--- What to work on ---
Please look for the string "edges" below and report every line in which it occurs.

--- Material provided ---
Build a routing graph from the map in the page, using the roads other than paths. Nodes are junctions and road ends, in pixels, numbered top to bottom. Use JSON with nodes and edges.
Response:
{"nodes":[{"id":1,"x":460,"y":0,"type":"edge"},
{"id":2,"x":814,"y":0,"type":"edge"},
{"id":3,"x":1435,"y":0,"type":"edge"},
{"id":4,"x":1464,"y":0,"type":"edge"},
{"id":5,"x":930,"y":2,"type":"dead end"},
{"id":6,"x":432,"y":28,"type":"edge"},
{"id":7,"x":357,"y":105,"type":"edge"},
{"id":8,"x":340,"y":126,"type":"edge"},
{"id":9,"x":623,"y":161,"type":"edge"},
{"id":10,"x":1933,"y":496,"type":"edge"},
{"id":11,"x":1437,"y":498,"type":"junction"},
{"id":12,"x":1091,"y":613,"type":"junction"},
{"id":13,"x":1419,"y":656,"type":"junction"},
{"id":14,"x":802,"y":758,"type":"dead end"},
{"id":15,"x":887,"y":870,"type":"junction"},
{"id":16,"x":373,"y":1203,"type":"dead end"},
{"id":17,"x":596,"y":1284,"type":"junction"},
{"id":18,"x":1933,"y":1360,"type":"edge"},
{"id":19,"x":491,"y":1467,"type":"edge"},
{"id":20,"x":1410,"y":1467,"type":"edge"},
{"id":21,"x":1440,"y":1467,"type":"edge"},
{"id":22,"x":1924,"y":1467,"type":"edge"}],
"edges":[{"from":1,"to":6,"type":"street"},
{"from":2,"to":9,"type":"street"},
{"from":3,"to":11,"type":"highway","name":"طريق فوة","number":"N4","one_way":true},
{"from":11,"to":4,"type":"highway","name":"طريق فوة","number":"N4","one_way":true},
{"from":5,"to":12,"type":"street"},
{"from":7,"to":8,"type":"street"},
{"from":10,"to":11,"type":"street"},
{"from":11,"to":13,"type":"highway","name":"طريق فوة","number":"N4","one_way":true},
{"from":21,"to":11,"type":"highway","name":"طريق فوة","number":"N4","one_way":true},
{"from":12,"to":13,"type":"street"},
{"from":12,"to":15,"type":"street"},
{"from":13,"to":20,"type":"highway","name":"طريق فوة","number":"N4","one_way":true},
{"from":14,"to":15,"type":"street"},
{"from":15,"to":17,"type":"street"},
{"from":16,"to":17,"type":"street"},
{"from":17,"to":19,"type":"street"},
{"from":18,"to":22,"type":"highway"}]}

--- Task answer ---
Build a routing graph from the map in the page, using the roads other than paths. Nodes are junctions and road ends, in pixels, numbered top to bottom. Use JSON with nodes and edges.
"edges":[{"from":1,"to":6,"type":"street"},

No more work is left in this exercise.